**Work instructions**
Could you write out the records below exactly as they appear?

**Supplied data**
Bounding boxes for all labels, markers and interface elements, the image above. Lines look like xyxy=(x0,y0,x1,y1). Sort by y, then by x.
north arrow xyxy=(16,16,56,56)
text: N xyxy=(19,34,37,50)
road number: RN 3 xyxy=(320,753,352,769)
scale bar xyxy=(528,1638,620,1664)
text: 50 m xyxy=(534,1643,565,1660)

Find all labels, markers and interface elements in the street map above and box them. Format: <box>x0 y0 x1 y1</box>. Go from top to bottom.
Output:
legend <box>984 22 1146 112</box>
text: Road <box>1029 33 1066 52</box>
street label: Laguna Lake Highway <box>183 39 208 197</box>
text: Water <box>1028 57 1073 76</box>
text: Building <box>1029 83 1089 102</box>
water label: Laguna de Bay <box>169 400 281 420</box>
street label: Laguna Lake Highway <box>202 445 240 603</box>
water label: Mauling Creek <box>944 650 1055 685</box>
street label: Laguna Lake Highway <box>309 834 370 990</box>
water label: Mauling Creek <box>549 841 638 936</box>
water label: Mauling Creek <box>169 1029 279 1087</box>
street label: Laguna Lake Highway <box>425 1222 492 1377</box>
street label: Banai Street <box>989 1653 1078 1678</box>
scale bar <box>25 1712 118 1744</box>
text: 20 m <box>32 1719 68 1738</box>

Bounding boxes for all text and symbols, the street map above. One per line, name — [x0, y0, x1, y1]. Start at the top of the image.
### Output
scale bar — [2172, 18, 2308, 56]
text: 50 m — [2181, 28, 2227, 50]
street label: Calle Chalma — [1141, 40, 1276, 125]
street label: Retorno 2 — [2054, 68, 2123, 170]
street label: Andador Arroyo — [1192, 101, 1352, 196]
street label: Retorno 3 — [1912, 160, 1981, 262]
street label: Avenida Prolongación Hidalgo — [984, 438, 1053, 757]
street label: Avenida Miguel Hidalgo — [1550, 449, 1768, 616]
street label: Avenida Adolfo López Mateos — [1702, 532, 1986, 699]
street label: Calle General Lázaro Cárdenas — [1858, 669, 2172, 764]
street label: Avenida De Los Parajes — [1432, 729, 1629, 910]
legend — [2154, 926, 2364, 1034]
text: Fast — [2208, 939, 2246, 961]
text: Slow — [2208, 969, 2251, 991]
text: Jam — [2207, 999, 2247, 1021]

**Reply to the exercise**
Bounding boxes for all labels, markers and interface elements, the image above. Lines look like xyxy=(x0,y0,x1,y1). Sort by y, then by x.
north arrow xyxy=(16,16,56,56)
text: N xyxy=(19,34,37,50)
road number: RN 3 xyxy=(320,753,352,769)
scale bar xyxy=(528,1638,620,1664)
text: 50 m xyxy=(534,1643,565,1660)

Find all labels, markers and interface elements in the street map above and box them. Format: <box>x0 y0 x1 y1</box>. Go from top to bottom.
Output:
legend <box>984 22 1146 112</box>
text: Road <box>1029 33 1066 52</box>
street label: Laguna Lake Highway <box>183 39 208 197</box>
text: Water <box>1028 57 1073 76</box>
text: Building <box>1029 83 1089 102</box>
water label: Laguna de Bay <box>169 400 281 420</box>
street label: Laguna Lake Highway <box>202 445 240 603</box>
water label: Mauling Creek <box>944 650 1055 685</box>
street label: Laguna Lake Highway <box>309 834 370 990</box>
water label: Mauling Creek <box>549 841 638 936</box>
water label: Mauling Creek <box>169 1029 279 1087</box>
street label: Laguna Lake Highway <box>425 1222 492 1377</box>
street label: Banai Street <box>989 1653 1078 1678</box>
scale bar <box>25 1712 118 1744</box>
text: 20 m <box>32 1719 68 1738</box>

Bounding boxes for all text and symbols, the street map above. One per line, name — [x0, y0, x1, y1]. Start at the top of the image.
### Output
scale bar — [2172, 18, 2308, 56]
text: 50 m — [2181, 28, 2227, 50]
street label: Calle Chalma — [1141, 40, 1276, 125]
street label: Retorno 2 — [2054, 68, 2123, 170]
street label: Andador Arroyo — [1192, 101, 1352, 196]
street label: Retorno 3 — [1912, 160, 1981, 262]
street label: Avenida Prolongación Hidalgo — [984, 438, 1053, 757]
street label: Avenida Miguel Hidalgo — [1550, 449, 1768, 616]
street label: Avenida Adolfo López Mateos — [1702, 532, 1986, 699]
street label: Calle General Lázaro Cárdenas — [1858, 669, 2172, 764]
street label: Avenida De Los Parajes — [1432, 729, 1629, 910]
legend — [2154, 926, 2364, 1034]
text: Fast — [2208, 939, 2246, 961]
text: Slow — [2208, 969, 2251, 991]
text: Jam — [2207, 999, 2247, 1021]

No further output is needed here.